**What needs to be done**
Reproduce every entry precisely as written.

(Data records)
══════════
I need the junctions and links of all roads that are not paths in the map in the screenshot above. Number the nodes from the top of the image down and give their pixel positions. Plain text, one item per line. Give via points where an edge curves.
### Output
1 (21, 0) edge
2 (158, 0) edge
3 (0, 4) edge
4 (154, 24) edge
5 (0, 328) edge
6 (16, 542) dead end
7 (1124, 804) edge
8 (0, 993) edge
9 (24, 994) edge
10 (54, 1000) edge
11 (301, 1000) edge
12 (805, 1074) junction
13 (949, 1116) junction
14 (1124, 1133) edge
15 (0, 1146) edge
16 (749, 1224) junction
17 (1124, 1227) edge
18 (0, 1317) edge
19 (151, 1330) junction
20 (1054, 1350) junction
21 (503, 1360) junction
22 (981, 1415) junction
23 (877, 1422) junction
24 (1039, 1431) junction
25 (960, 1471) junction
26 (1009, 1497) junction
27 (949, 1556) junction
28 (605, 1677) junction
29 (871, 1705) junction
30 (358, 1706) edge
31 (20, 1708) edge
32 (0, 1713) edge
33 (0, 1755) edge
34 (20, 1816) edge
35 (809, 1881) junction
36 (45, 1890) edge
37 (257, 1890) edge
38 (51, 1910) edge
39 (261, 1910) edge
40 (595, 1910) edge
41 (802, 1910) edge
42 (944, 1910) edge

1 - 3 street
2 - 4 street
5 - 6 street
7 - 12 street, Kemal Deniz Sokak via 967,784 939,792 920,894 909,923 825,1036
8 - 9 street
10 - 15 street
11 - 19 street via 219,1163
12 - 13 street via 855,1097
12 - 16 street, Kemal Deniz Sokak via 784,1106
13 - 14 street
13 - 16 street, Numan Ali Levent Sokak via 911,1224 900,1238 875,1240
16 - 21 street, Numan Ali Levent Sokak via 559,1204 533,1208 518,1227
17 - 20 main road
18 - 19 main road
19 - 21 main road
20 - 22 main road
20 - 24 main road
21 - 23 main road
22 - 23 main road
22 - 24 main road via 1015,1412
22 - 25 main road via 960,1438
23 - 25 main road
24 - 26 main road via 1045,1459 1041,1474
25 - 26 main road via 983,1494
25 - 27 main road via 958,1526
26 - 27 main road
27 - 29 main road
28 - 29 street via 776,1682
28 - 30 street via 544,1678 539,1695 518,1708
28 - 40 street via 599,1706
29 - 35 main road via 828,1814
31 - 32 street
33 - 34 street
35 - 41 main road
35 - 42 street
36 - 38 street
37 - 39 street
══════════
**Output for this exercise**
I need the junctions and links of all roads that are not paths in the map in the screenshot above. Number the nodes from the top of the image down and give their pixel positions. Plain text, one item per line. Give via points where an edge curves.
### Output
1 (21, 0) edge
2 (158, 0) edge
3 (0, 4) edge
4 (154, 24) edge
5 (0, 328) edge
6 (16, 542) dead end
7 (1124, 804) edge
8 (0, 993) edge
9 (24, 994) edge
10 (54, 1000) edge
11 (301, 1000) edge
12 (805, 1074) junction
13 (949, 1116) junction
14 (1124, 1133) edge
15 (0, 1146) edge
16 (749, 1224) junction
17 (1124, 1227) edge
18 (0, 1317) edge
19 (151, 1330) junction
20 (1054, 1350) junction
21 (503, 1360) junction
22 (981, 1415) junction
23 (877, 1422) junction
24 (1039, 1431) junction
25 (960, 1471) junction
26 (1009, 1497) junction
27 (949, 1556) junction
28 (605, 1677) junction
29 (871, 1705) junction
30 (358, 1706) edge
31 (20, 1708) edge
32 (0, 1713) edge
33 (0, 1755) edge
34 (20, 1816) edge
35 (809, 1881) junction
36 (45, 1890) edge
37 (257, 1890) edge
38 (51, 1910) edge
39 (261, 1910) edge
40 (595, 1910) edge
41 (802, 1910) edge
42 (944, 1910) edge

1 - 3 street
2 - 4 street
5 - 6 street
7 - 12 street, Kemal Deniz Sokak via 967,784 939,792 920,894 909,923 825,1036
8 - 9 street
10 - 15 street
11 - 19 street via 219,1163
12 - 13 street via 855,1097
12 - 16 street, Kemal Deniz Sokak via 784,1106
13 - 14 street
13 - 16 street, Numan Ali Levent Sokak via 911,1224 900,1238 875,1240
16 - 21 street, Numan Ali Levent Sokak via 559,1204 533,1208 518,1227
17 - 20 main road
18 - 19 main road
19 - 21 main road
20 - 22 main road
20 - 24 main road
21 - 23 main road
22 - 23 main road
22 - 24 main road via 1015,1412
22 - 25 main road via 960,1438
23 - 25 main road
24 - 26 main road via 1045,1459 1041,1474
25 - 26 main road via 983,1494
25 - 27 main road via 958,1526
26 - 27 main road
27 - 29 main road
28 - 29 street via 776,1682
28 - 30 street via 544,1678 539,1695 518,1708
28 - 40 street via 599,1706
29 - 35 main road via 828,1814
31 - 32 street
33 - 34 street
35 - 41 main road
35 - 42 street
36 - 38 street
37 - 39 street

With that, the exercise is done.